START Task inputs

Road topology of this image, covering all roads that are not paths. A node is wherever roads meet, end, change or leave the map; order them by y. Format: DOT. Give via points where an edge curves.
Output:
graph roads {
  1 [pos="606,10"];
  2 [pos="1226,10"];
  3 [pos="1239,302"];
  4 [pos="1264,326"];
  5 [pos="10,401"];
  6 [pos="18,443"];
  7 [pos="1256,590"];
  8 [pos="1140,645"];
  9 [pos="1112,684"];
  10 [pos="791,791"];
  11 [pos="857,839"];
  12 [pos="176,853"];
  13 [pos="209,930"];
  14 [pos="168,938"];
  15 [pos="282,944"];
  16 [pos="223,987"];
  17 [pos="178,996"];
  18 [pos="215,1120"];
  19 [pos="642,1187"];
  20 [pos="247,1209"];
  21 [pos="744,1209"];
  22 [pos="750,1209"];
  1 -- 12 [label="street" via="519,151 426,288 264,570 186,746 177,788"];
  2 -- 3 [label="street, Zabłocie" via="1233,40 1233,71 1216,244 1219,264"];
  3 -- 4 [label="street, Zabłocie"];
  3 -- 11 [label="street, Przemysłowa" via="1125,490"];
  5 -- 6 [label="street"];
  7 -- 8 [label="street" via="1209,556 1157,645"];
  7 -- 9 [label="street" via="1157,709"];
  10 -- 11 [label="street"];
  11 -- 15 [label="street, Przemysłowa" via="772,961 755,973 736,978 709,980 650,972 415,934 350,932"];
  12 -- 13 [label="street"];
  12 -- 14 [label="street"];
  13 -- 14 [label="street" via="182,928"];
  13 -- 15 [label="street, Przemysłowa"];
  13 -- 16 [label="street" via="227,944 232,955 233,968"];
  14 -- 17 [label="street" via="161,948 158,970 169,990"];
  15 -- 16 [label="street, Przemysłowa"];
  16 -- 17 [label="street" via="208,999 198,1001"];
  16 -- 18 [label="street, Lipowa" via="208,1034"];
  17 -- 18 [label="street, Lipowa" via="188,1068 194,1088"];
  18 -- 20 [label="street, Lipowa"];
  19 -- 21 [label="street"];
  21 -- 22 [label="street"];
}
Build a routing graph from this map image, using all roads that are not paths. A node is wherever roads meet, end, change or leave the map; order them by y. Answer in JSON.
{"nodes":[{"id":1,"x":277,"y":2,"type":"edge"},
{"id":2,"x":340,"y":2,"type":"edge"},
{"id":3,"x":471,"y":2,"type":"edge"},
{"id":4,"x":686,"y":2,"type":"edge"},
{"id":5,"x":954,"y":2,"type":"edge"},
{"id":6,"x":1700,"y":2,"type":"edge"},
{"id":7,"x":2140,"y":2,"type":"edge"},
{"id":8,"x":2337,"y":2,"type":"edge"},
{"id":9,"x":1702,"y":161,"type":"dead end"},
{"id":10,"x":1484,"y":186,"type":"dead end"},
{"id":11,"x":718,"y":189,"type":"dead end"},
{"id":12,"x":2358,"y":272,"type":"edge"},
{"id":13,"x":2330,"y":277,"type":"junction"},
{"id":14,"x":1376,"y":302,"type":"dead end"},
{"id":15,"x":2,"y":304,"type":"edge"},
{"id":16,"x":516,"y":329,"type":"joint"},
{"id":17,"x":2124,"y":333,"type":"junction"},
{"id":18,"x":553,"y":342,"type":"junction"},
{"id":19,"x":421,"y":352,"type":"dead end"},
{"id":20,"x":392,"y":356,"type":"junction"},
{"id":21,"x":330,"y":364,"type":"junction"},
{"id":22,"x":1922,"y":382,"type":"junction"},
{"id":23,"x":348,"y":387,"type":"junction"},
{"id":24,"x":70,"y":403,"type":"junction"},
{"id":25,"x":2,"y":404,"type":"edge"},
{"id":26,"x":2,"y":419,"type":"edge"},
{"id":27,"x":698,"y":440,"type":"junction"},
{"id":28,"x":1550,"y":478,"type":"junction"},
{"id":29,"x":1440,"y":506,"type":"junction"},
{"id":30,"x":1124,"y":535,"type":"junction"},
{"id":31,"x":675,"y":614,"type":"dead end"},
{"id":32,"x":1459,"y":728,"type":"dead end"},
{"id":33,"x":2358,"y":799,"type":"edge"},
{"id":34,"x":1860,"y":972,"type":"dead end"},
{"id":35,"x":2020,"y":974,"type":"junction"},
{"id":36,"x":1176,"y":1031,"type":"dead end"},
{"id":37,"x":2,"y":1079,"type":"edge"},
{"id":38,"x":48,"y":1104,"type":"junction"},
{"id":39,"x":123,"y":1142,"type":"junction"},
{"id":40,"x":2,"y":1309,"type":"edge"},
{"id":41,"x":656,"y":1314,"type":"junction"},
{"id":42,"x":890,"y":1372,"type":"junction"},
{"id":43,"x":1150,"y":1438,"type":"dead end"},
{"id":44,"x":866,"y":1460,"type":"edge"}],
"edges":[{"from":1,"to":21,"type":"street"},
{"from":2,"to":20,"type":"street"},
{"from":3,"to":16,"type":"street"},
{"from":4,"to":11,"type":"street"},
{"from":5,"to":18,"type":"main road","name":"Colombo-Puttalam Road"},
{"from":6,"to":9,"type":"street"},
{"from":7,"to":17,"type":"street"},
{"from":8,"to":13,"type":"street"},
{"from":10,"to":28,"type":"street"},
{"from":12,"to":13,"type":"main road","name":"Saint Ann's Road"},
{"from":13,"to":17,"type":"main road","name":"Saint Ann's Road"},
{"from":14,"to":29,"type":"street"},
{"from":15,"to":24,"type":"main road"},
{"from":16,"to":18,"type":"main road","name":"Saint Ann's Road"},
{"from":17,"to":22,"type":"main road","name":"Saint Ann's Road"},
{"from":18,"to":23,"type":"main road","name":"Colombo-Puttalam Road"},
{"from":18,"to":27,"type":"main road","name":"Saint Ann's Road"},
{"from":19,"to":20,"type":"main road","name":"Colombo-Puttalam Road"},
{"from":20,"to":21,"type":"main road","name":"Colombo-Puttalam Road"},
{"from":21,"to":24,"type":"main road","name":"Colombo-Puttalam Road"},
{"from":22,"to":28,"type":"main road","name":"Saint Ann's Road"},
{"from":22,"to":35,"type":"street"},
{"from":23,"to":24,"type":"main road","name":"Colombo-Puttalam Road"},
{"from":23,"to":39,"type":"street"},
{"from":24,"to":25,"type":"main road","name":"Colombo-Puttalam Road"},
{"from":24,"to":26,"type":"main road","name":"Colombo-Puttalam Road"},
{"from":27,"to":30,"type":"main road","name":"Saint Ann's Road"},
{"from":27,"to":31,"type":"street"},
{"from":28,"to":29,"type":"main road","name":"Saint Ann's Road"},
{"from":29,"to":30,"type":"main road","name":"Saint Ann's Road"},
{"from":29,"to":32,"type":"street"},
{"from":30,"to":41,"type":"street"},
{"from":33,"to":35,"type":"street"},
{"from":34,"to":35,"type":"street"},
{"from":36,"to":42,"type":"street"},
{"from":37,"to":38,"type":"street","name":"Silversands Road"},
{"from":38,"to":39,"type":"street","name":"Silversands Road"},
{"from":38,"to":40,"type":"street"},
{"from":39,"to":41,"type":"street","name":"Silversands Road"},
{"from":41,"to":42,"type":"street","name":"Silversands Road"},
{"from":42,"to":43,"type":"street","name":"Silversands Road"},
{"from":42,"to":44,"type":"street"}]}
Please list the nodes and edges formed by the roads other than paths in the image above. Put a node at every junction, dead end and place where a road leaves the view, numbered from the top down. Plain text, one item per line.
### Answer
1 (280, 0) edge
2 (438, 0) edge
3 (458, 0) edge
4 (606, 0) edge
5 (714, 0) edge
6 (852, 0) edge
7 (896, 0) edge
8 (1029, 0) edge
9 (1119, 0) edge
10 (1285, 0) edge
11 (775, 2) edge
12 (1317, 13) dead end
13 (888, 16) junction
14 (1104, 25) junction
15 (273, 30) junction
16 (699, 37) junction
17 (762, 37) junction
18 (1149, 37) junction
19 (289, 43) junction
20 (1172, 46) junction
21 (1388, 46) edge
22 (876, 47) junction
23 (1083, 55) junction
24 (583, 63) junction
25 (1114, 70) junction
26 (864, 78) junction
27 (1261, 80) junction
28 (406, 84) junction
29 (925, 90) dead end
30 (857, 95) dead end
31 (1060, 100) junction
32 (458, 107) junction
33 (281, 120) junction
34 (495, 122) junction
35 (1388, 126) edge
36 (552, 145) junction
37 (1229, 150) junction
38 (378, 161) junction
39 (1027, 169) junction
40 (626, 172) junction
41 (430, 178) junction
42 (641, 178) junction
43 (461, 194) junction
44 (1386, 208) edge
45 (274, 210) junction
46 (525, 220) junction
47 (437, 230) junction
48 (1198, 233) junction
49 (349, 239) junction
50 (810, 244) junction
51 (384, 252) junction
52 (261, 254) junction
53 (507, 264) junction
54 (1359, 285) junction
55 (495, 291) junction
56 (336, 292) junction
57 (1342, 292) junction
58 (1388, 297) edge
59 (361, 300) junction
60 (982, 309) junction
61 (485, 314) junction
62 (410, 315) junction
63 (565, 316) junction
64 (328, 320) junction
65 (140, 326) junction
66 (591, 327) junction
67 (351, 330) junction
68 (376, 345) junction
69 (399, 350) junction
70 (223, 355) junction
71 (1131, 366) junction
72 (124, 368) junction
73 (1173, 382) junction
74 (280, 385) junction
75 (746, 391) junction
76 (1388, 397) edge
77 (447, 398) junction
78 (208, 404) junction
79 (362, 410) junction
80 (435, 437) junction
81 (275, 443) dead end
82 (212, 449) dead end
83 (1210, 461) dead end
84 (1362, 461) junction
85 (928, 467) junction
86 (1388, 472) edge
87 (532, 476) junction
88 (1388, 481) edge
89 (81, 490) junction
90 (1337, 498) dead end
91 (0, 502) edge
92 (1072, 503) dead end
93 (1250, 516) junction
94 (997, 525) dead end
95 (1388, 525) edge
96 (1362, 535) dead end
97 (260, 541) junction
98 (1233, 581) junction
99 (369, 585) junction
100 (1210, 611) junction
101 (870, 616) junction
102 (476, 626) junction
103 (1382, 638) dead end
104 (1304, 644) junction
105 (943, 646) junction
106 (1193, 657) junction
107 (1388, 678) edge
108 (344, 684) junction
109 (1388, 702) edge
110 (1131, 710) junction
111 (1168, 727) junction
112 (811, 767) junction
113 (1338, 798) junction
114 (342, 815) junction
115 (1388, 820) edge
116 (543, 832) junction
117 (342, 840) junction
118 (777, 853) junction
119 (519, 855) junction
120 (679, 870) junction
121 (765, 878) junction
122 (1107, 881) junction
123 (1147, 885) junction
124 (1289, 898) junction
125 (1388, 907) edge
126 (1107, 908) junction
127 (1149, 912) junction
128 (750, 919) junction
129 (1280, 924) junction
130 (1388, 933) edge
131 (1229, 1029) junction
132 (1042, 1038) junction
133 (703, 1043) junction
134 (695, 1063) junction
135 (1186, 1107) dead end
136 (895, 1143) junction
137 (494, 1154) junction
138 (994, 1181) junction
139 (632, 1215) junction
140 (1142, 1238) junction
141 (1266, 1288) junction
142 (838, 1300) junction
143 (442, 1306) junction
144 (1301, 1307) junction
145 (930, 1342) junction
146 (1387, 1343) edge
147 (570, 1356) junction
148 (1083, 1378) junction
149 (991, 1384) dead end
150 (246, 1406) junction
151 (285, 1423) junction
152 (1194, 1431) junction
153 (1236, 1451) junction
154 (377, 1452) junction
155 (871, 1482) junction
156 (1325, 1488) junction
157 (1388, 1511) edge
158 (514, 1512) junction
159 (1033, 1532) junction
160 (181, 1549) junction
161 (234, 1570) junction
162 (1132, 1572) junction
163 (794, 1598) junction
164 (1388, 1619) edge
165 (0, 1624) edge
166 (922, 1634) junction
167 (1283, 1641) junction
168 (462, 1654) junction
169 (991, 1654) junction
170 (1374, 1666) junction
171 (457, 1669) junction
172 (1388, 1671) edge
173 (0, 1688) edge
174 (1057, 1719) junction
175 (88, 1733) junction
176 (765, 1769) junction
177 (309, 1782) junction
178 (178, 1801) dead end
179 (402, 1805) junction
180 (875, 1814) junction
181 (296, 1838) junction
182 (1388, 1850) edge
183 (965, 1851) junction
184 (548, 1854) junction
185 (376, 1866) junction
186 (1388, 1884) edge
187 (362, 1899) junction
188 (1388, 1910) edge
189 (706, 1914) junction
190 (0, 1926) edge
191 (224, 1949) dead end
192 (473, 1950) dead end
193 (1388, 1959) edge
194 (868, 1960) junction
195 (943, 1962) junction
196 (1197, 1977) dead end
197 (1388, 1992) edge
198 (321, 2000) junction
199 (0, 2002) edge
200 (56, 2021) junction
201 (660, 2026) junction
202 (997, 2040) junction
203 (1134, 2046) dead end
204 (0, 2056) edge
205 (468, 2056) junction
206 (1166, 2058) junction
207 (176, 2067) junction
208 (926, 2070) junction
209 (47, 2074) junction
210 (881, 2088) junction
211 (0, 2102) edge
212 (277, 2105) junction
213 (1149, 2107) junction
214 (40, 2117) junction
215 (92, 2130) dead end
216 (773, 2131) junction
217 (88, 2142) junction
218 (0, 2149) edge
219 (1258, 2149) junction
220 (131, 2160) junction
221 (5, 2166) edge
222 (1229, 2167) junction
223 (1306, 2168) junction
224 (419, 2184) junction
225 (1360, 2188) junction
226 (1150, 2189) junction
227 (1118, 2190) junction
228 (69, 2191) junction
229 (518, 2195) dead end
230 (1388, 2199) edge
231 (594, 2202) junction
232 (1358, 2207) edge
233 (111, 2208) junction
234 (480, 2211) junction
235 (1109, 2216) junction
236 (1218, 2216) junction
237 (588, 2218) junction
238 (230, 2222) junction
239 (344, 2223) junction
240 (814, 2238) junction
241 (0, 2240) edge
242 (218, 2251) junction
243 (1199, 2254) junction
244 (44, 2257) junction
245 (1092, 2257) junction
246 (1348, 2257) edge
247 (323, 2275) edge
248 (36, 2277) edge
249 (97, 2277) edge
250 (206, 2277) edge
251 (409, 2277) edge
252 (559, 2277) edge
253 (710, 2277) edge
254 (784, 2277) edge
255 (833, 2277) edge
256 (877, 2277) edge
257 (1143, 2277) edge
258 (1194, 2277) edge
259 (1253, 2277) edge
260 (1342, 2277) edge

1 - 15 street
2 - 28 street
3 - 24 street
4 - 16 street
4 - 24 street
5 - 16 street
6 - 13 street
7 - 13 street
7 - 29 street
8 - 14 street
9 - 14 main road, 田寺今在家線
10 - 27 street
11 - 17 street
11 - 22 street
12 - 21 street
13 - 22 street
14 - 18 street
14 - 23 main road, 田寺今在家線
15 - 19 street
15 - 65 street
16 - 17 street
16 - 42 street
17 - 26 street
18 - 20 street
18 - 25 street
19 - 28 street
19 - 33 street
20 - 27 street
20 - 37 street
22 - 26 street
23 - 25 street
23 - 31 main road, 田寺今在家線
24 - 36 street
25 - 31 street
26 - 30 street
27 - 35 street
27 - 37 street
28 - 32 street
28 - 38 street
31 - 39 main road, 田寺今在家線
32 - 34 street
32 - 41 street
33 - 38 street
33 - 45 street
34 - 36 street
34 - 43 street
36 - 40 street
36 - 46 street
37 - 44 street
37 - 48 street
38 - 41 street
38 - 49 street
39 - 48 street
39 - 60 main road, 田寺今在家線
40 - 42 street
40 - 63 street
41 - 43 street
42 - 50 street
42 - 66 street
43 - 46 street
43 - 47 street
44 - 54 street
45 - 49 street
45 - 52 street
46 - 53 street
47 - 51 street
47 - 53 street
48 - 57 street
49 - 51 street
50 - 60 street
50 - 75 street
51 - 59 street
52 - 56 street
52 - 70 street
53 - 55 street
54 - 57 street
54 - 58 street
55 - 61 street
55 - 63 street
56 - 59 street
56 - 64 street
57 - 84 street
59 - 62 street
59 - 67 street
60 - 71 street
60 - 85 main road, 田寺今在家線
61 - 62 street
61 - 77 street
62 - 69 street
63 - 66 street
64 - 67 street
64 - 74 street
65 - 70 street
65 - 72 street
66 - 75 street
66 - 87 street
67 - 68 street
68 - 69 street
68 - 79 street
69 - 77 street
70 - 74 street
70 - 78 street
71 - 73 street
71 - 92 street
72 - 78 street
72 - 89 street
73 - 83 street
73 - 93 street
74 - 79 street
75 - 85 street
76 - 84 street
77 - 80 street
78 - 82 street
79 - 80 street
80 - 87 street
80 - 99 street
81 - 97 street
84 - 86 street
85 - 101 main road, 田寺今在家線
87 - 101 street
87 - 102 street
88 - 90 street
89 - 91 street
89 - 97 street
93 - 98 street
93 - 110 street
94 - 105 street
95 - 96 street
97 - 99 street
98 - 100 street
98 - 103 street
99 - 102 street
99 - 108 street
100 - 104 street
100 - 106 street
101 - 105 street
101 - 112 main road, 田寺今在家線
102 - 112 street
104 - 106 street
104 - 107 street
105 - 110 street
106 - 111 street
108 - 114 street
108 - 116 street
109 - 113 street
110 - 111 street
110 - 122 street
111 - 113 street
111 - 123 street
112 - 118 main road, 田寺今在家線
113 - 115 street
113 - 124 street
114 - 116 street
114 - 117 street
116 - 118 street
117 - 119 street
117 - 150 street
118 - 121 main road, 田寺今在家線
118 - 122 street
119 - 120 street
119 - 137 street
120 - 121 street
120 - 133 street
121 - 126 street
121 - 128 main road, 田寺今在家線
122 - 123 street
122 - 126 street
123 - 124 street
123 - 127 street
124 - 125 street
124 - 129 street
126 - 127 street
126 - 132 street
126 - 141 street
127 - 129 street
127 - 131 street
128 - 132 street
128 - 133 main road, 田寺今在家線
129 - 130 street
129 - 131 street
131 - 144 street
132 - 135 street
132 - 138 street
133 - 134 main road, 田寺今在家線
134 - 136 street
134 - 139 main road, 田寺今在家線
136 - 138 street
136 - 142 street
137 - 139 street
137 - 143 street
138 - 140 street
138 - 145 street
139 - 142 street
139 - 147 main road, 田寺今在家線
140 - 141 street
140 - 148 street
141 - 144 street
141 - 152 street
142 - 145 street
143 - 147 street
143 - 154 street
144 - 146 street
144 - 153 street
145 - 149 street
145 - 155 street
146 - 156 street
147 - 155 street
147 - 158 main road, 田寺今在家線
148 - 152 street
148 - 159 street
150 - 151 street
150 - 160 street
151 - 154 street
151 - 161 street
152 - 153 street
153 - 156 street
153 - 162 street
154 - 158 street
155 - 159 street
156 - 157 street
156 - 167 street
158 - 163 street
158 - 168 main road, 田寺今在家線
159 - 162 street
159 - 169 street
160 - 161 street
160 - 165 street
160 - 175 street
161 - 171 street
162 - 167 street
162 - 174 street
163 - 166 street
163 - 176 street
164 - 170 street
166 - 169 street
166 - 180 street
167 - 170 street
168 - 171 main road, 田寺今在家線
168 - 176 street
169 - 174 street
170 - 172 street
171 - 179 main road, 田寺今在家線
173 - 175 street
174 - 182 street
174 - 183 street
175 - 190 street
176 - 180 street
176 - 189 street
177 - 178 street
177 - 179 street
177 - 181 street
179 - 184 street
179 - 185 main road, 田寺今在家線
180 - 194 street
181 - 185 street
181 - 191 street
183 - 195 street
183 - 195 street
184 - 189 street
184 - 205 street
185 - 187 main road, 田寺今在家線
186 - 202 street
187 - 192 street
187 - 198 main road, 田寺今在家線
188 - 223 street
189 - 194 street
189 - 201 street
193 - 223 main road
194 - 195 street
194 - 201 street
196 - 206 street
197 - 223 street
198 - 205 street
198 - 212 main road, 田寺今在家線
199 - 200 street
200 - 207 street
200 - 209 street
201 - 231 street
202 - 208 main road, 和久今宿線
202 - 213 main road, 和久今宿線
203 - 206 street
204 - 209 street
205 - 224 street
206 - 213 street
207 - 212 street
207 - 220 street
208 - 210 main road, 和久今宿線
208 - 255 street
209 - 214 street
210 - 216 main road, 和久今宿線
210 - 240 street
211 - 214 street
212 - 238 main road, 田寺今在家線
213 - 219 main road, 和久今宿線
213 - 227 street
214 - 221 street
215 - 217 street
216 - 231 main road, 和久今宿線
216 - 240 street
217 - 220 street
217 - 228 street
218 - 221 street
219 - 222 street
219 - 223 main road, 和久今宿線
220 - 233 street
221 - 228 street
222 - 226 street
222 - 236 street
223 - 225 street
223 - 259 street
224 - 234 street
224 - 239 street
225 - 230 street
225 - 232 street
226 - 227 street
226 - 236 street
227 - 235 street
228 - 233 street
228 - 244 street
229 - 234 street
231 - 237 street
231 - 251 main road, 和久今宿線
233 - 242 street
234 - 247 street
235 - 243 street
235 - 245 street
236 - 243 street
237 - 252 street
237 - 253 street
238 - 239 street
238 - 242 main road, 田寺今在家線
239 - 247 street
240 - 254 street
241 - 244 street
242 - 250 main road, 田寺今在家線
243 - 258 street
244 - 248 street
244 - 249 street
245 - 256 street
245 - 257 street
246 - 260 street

END Task inputs

**Work order**
Show the lines above with "Answer".

**Solution for this problem**
Build a routing graph from this map image, using all roads that are not paths. A node is wherever roads meet, end, change or leave the map; order them by y. Answer in JSON.
### Answer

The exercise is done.